[[ DATASET EXCERPTS, beginning ]]

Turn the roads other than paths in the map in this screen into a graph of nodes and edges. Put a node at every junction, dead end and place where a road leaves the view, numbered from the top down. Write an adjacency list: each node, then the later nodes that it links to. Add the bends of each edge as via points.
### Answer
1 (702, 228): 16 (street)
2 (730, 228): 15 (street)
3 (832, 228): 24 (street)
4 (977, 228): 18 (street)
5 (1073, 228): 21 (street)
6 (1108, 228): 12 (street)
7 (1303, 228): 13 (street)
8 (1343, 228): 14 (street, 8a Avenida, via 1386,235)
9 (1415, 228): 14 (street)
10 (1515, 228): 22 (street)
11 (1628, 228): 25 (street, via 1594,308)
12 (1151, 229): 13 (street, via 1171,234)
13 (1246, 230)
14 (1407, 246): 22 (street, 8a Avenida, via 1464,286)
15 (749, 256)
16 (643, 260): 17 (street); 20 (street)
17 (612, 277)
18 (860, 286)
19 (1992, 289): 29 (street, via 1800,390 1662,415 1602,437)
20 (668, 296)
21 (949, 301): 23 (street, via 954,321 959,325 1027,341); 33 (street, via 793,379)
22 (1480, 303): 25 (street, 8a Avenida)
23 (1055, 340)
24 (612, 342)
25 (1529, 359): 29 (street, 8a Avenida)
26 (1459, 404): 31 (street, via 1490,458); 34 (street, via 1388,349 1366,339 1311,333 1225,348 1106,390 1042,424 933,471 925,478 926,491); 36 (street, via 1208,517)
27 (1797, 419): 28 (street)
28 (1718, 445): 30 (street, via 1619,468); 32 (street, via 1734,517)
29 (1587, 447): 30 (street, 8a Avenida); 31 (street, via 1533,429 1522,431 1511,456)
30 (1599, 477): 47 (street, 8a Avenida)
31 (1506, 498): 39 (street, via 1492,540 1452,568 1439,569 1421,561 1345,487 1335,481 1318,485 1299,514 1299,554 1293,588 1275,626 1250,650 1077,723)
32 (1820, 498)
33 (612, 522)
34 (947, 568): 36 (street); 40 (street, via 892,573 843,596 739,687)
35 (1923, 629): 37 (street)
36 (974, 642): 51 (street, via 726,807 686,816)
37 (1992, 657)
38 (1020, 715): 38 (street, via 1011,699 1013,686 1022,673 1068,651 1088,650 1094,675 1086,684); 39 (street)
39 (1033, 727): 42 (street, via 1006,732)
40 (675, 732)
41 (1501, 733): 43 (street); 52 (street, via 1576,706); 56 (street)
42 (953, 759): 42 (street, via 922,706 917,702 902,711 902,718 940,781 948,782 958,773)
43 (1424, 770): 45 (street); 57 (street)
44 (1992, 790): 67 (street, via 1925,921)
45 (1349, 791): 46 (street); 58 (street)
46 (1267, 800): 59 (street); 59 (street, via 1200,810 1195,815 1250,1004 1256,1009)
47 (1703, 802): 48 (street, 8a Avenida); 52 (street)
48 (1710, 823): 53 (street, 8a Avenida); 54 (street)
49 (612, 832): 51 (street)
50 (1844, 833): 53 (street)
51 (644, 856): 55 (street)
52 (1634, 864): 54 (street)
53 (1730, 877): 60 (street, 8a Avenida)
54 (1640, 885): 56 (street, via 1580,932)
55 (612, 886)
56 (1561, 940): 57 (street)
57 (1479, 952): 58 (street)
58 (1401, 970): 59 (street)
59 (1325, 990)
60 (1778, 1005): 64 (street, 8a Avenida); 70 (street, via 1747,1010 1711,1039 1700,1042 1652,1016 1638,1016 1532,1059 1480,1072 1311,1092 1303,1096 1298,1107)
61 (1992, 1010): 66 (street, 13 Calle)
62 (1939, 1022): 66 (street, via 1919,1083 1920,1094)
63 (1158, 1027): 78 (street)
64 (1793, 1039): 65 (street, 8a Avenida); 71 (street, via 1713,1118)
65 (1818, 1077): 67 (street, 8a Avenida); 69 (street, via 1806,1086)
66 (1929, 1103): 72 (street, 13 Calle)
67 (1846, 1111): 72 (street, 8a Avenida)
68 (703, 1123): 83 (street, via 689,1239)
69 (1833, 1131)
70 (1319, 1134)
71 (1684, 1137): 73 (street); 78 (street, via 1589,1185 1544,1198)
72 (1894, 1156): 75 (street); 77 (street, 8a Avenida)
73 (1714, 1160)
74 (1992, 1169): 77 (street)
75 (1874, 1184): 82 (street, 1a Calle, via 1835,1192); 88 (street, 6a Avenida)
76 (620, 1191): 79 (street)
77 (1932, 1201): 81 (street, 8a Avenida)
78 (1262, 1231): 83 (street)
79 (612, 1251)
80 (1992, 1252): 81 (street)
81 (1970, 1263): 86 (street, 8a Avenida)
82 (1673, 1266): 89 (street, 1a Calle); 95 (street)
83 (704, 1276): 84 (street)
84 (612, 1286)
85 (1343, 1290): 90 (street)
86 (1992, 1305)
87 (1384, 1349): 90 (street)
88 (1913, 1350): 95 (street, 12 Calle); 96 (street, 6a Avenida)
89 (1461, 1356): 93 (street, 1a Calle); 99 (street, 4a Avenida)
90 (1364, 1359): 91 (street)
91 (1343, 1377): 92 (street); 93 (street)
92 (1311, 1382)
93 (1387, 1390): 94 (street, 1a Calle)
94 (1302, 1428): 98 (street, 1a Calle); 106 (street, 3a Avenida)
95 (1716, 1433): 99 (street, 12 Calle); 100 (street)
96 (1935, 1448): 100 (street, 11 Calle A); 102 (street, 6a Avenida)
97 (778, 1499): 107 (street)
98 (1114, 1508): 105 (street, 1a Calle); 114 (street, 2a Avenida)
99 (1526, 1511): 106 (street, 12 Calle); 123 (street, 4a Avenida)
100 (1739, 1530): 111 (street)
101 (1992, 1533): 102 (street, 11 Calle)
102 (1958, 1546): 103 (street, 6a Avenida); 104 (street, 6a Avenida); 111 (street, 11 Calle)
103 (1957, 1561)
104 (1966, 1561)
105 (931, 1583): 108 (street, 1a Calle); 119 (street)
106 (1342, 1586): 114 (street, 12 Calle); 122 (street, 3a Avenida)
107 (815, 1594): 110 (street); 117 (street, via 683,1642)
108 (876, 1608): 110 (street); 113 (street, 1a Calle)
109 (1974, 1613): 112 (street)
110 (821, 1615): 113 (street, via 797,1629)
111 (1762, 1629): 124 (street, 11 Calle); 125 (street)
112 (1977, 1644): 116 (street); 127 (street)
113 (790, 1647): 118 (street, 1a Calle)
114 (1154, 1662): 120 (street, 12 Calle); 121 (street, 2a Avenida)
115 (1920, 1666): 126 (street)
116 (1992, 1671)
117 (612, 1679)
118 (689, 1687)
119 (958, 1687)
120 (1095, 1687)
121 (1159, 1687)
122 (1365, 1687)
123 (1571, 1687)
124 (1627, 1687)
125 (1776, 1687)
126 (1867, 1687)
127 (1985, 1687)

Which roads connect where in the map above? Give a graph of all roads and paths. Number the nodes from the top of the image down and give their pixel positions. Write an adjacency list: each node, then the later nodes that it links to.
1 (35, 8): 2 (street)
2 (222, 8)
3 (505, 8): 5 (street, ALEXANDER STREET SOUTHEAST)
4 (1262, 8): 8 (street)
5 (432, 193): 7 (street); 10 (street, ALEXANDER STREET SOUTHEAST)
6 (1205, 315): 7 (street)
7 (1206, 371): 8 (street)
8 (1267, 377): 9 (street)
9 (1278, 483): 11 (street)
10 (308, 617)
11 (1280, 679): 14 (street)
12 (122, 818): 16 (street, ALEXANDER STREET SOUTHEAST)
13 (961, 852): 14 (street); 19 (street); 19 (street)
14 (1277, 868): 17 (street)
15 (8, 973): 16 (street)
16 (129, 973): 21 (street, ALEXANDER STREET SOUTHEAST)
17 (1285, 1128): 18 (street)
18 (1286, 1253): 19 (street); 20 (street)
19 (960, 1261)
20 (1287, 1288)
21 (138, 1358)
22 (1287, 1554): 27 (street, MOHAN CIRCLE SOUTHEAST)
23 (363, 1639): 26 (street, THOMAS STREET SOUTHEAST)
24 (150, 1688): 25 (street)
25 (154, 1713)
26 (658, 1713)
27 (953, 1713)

[[ DATASET EXCERPTS, end ]]

WHAT THE TASK ASKS - Print, exactly and only, the lines running from the one with "Which roads connect" to the end of the data above.

YOUR SOLUTION -
Which roads connect where in the map above? Give a graph of all roads and paths. Number the nodes from the top of the image down and give their pixel positions. Write an adjacency list: each node, then the later nodes that it links to.
1 (35, 8): 2 (street)
2 (222, 8)
3 (505, 8): 5 (street, ALEXANDER STREET SOUTHEAST)
4 (1262, 8): 8 (street)
5 (432, 193): 7 (street); 10 (street, ALEXANDER STREET SOUTHEAST)
6 (1205, 315): 7 (street)
7 (1206, 371): 8 (street)
8 (1267, 377): 9 (street)
9 (1278, 483): 11 (street)
10 (308, 617)
11 (1280, 679): 14 (street)
12 (122, 818): 16 (street, ALEXANDER STREET SOUTHEAST)
13 (961, 852): 14 (street); 19 (street); 19 (street)
14 (1277, 868): 17 (street)
15 (8, 973): 16 (street)
16 (129, 973): 21 (street, ALEXANDER STREET SOUTHEAST)
17 (1285, 1128): 18 (street)
18 (1286, 1253): 19 (street); 20 (street)
19 (960, 1261)
20 (1287, 1288)
21 (138, 1358)
22 (1287, 1554): 27 (street, MOHAN CIRCLE SOUTHEAST)
23 (363, 1639): 26 (street, THOMAS STREET SOUTHEAST)
24 (150, 1688): 25 (street)
25 (154, 1713)
26 (658, 1713)
27 (953, 1713)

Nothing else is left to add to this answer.